[cassandra] Validate the replayed data

added Datastore Scrubber cassandra labels

marked this issue as related to #4373 (closed)

changed milestone to %Cassandra in production as primary storage [Roadmap - Tooling and infrastructure]

mentioned in commit swh/infra/ci-cd/swh-charts@3b30c28d

@vlorentz I've no idea how to deploy the scrubber and the impacts on the current running scrubbers for the production postgresql

Is there any documentation somewhere explaining the datamodel and the configuration options?

added 2h of time spent at 2023-03-20

Starting from the postgresql config:

https://gitlab.softwareheritage.org/swh/infra/puppet/puppet-swh-site/-/blob/bab2d2e97a90e28c24f4283e2183997150ba22a2/data/common/common.yaml#L2090-209

You can do this:

      scrubber_db:
        cls: postgresql
        db: "%{alias('swh::deploy::scrubber::db::config')}"
      storage:
        cls: cassandra
        hosts: ...
        keyspace: ...
        objstorage:
          cls: noop

The other half of the configuration is to give it ranges in the CLI, like is done here: https://gitlab.softwareheritage.org/swh/infra/puppet/puppet-swh-site/-/blob/bab2d2e97a90e28c24f4283e2183997150ba22a2/site-modules/profile/manifests/swh/deploy/scrubber/checker/postgres.pp

Except the new version uses --start-partition-id/--end-partition-id/--nb-partitions instead of --start_object/--end_object to split work across processes.
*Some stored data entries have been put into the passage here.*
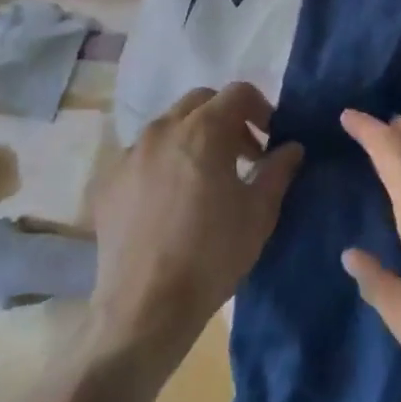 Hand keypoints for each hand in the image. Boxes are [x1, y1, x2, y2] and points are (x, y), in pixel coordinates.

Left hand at [87, 84, 302, 360]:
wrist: (145, 309)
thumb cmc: (212, 254)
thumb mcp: (260, 212)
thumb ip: (279, 170)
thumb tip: (292, 147)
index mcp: (204, 130)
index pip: (238, 92)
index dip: (260, 109)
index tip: (268, 139)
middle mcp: (163, 129)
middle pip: (201, 102)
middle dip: (225, 118)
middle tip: (241, 155)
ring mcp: (130, 154)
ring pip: (168, 126)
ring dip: (192, 138)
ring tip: (203, 178)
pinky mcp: (108, 182)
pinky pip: (141, 156)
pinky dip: (162, 163)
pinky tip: (169, 201) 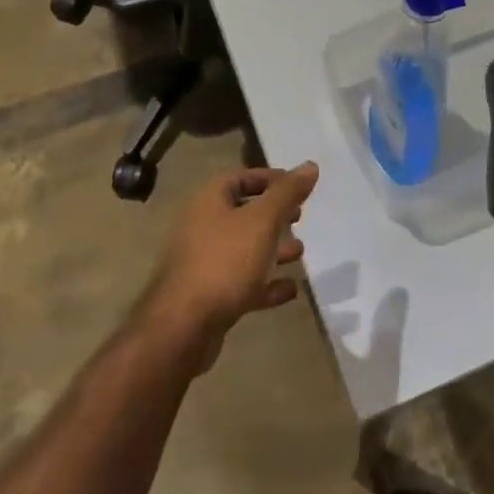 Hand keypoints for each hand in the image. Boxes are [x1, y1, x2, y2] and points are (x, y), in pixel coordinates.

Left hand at [141, 162, 317, 369]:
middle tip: (300, 217)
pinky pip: (242, 282)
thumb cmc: (225, 262)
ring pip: (244, 249)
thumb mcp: (262, 221)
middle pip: (242, 213)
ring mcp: (203, 263)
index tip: (298, 187)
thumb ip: (287, 193)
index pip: (241, 177)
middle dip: (274, 214)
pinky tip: (290, 290)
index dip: (270, 179)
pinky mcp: (208, 296)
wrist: (183, 327)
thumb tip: (310, 165)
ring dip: (273, 249)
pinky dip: (266, 283)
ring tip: (300, 252)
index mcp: (209, 201)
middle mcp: (202, 227) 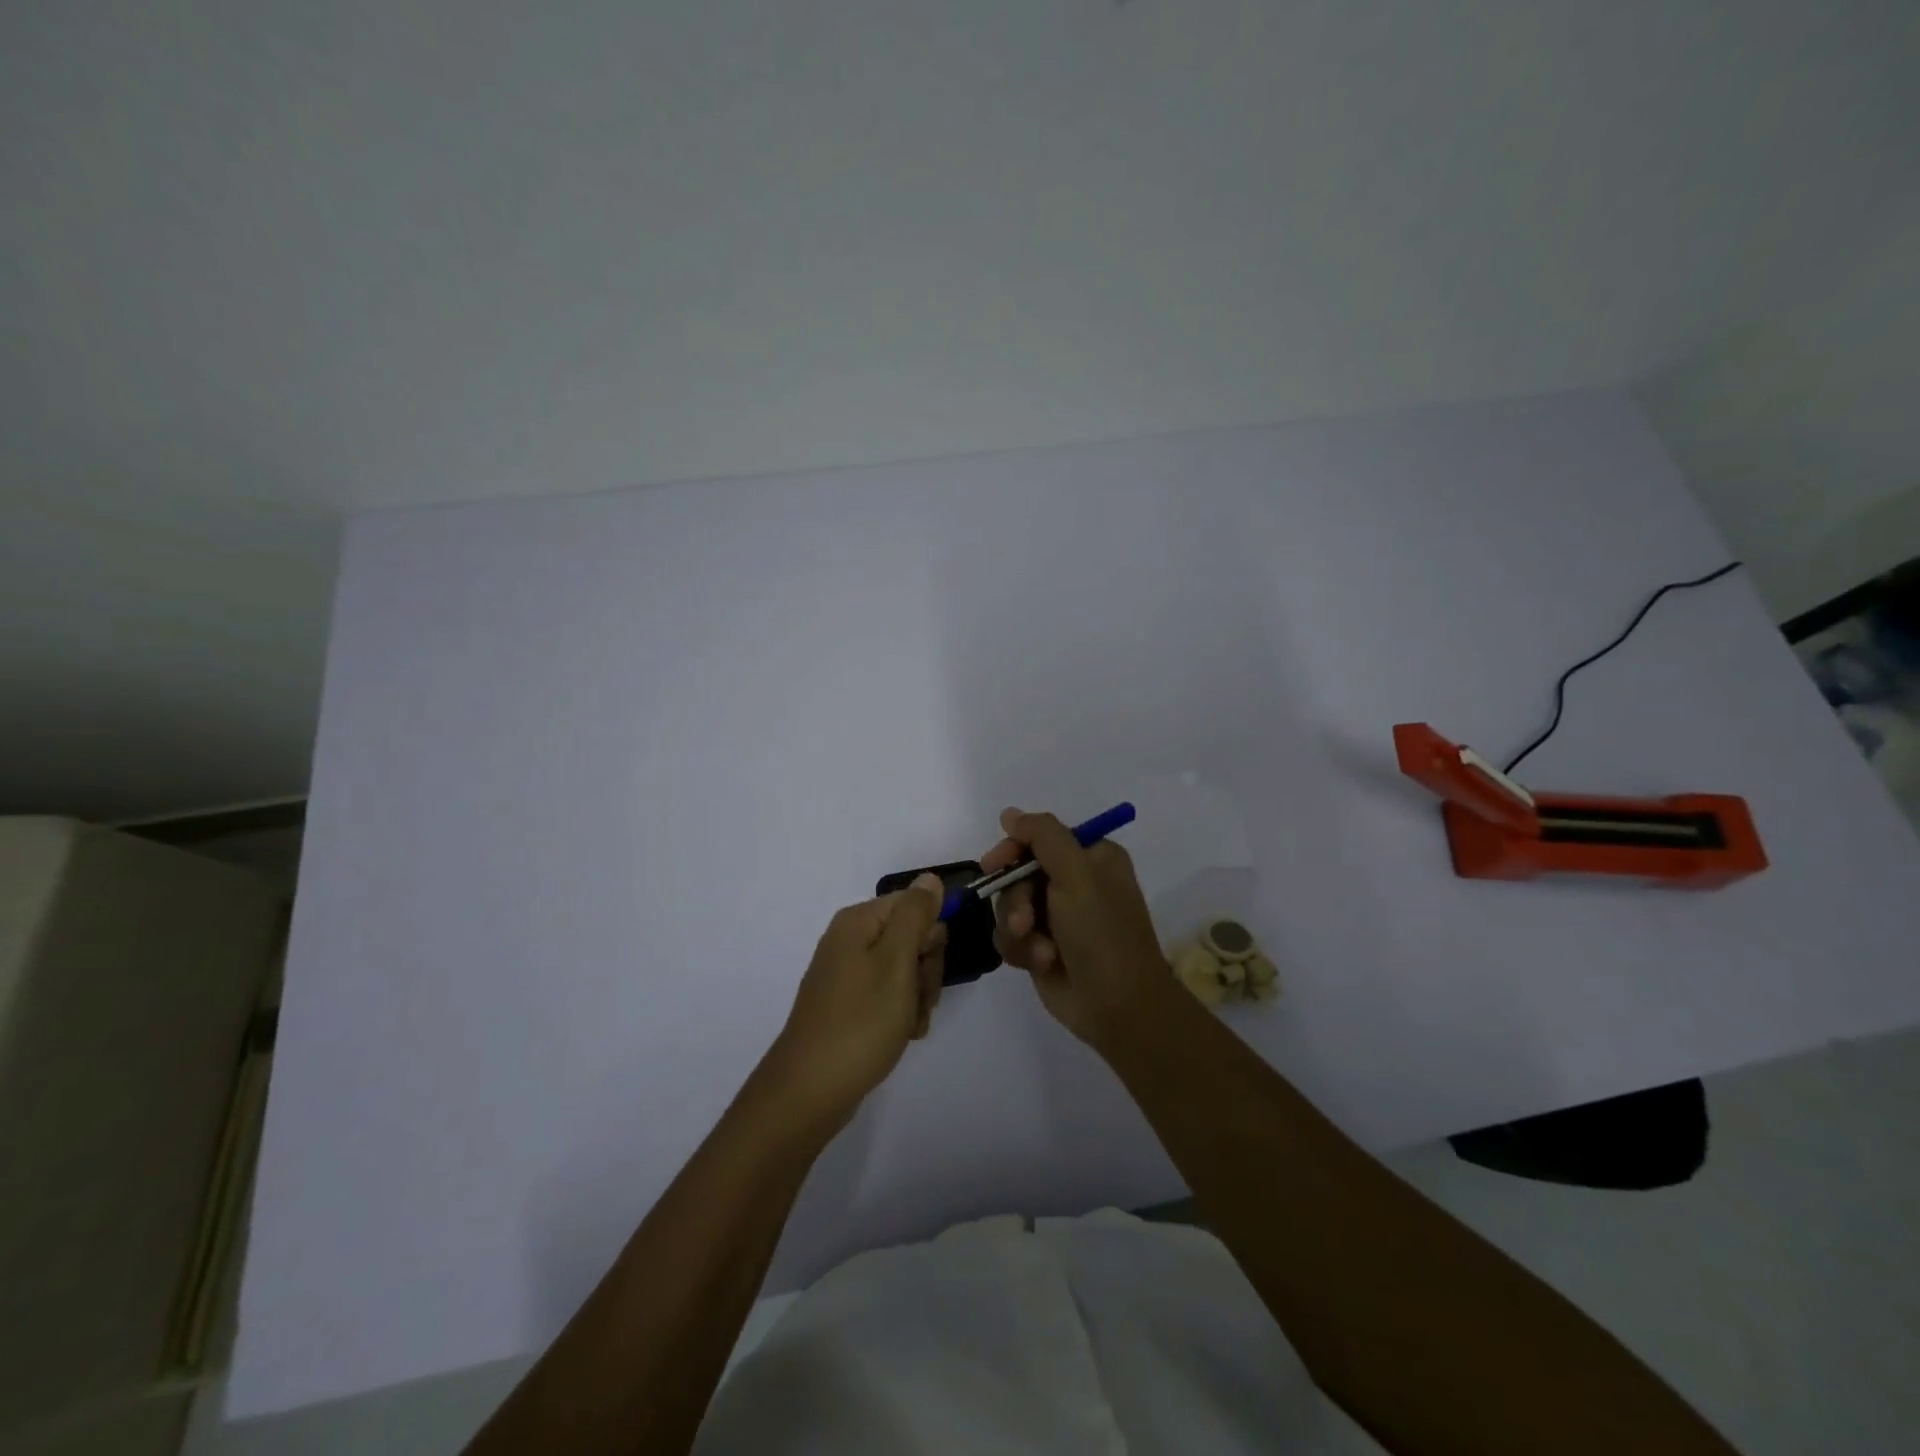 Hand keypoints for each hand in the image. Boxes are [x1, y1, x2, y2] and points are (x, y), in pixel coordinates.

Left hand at [765, 874, 947, 1129]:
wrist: (810, 1091)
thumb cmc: (860, 1022)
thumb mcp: (896, 962)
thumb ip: (915, 915)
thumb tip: (930, 878)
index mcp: (859, 922)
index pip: (915, 906)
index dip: (931, 936)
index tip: (927, 966)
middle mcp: (850, 940)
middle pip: (911, 937)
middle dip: (925, 970)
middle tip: (918, 1000)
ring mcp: (848, 974)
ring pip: (905, 970)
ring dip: (917, 997)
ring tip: (907, 1025)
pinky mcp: (848, 1003)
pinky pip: (888, 996)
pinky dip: (901, 1014)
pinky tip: (901, 1035)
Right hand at [984, 807, 1174, 1047]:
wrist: (1118, 1007)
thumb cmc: (1102, 934)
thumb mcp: (1077, 874)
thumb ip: (1043, 836)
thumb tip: (1010, 813)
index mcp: (1091, 857)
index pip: (1040, 836)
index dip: (1013, 848)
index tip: (994, 863)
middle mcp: (1073, 882)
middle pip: (1018, 873)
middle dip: (1016, 899)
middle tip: (1024, 921)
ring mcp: (1056, 917)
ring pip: (1009, 906)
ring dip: (1018, 929)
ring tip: (1039, 951)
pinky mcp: (1041, 946)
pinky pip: (1010, 935)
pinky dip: (1020, 949)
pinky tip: (1038, 963) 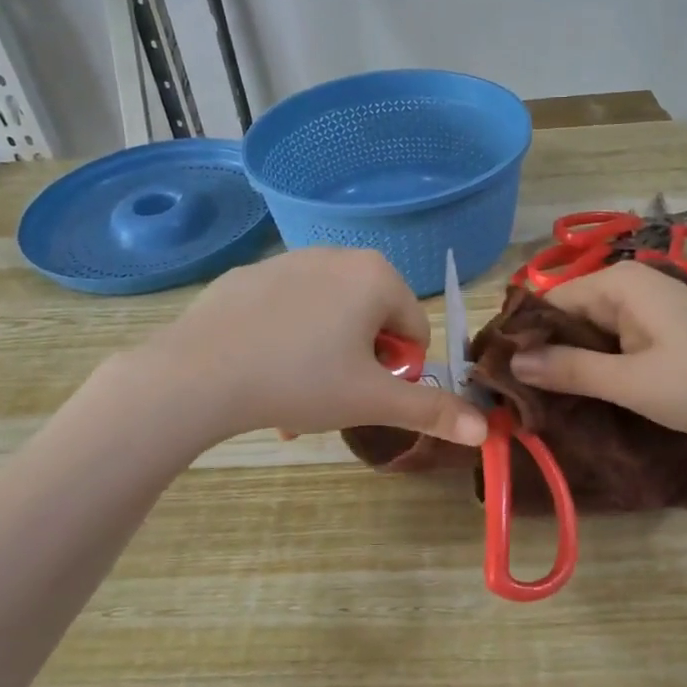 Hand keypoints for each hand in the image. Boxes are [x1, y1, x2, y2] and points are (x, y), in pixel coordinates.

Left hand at [138, 248, 485, 446]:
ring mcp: (288, 261)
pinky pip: (287, 309)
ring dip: (325, 357)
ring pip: (328, 317)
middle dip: (360, 363)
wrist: (198, 375)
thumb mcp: (372, 401)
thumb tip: (487, 431)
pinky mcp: (248, 276)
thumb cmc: (301, 381)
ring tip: (295, 395)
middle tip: (331, 395)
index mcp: (376, 276)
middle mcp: (337, 255)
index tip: (366, 393)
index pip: (414, 328)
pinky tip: (262, 373)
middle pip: (371, 320)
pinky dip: (288, 340)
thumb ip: (432, 411)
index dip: (398, 370)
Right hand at [509, 262, 686, 437]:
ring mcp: (648, 305)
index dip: (523, 337)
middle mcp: (630, 284)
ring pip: (591, 330)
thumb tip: (513, 363)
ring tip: (542, 399)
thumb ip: (570, 369)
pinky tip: (585, 391)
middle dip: (545, 351)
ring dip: (571, 361)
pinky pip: (615, 339)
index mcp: (617, 283)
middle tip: (517, 395)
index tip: (500, 375)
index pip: (548, 302)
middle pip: (569, 314)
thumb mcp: (630, 381)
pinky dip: (598, 362)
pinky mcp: (661, 328) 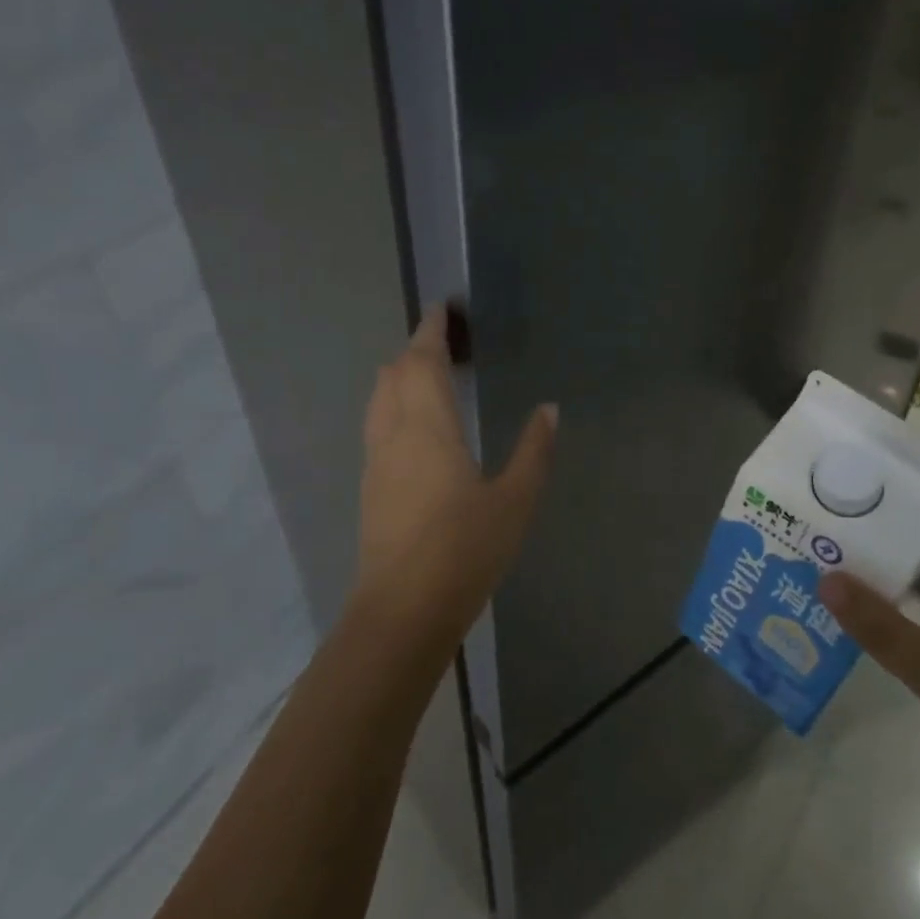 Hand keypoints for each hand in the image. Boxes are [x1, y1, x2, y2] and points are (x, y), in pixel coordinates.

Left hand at [354, 307, 557, 649]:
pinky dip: (394, 407)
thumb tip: (549, 409)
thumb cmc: (464, 550)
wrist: (402, 610)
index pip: (422, 361)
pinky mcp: (370, 487)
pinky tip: (416, 428)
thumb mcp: (514, 500)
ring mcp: (376, 461)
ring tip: (429, 377)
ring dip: (400, 378)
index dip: (429, 330)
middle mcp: (394, 434)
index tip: (441, 308)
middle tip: (443, 343)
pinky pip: (378, 426)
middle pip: (393, 374)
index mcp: (428, 427)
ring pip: (380, 400)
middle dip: (414, 350)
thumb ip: (533, 450) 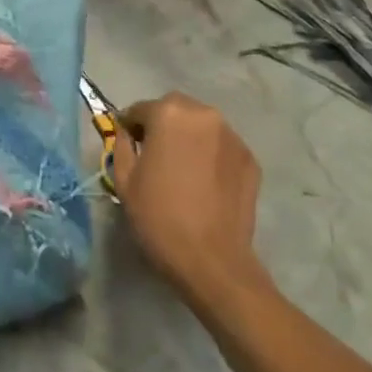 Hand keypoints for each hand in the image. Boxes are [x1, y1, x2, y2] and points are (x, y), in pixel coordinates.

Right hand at [110, 92, 263, 304]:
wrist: (212, 262)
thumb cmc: (160, 218)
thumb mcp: (124, 180)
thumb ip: (121, 146)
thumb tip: (126, 134)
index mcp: (168, 114)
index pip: (141, 110)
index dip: (130, 127)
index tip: (129, 146)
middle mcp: (203, 114)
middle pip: (174, 110)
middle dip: (162, 126)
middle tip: (156, 155)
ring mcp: (231, 135)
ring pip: (201, 125)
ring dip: (189, 137)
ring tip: (183, 168)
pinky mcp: (250, 158)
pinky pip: (221, 146)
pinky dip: (211, 154)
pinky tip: (205, 182)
So for example if you wanted 8 threads checking revisions in parallel and with 64k checkpoints, you would run the CLI 8 times with these parameters:

--object-type revision --nb-partitions 65536 --start-partition-id 0 --end-partition-id 8192
--object-type revision --nb-partitions 65536 --start-partition-id 8192 --end-partition-id 16384
--object-type revision --nb-partitions 65536 --start-partition-id 16384 --end-partition-id 24576
--object-type revision --nb-partitions 65536 --start-partition-id 24576 --end-partition-id 32768
--object-type revision --nb-partitions 65536 --start-partition-id 32768 --end-partition-id 40960
--object-type revision --nb-partitions 65536 --start-partition-id 40960 --end-partition-id 49152
--object-type revision --nb-partitions 65536 --start-partition-id 49152 --end-partition-id 57344
--object-type revision --nb-partitions 65536 --start-partition-id 57344 --end-partition-id 65536

For some reason the documentation isn't showing on https://docs.softwareheritage.org/devel/apidoc/swh.scrubber.cli.html but you can see it in the docstrings here:

https://gitlab.softwareheritage.org/swh/devel/swh-scrubber/-/blob/229c7f4f64c788f045492d5ddd2a9cd97fe9ecd2/swh/scrubber/cli.py

mentioned in merge request swh/devel/swh-scrubber!39 (merged)

Thanks, it seems the next deployment in staging/production on the legacy will need some adjustments to support these new parameters.

I guess we need to wait for the current production to be upgraded to have the last version of the database.

Btw, I don't see a new migration script, what will happen to the current data?

Btw, I don't see a new migration script, what will happen to the current data?

drop the checked_range table (which was corrupted by ZFS issues) and run the initialization scripts to create checked_partition and its indexes.

ack. We should removed all the upgrade scripts to avoid a difference between what is in the database and what the upgrades scripts are expecting (or better, having a 5.sql do perform the migration)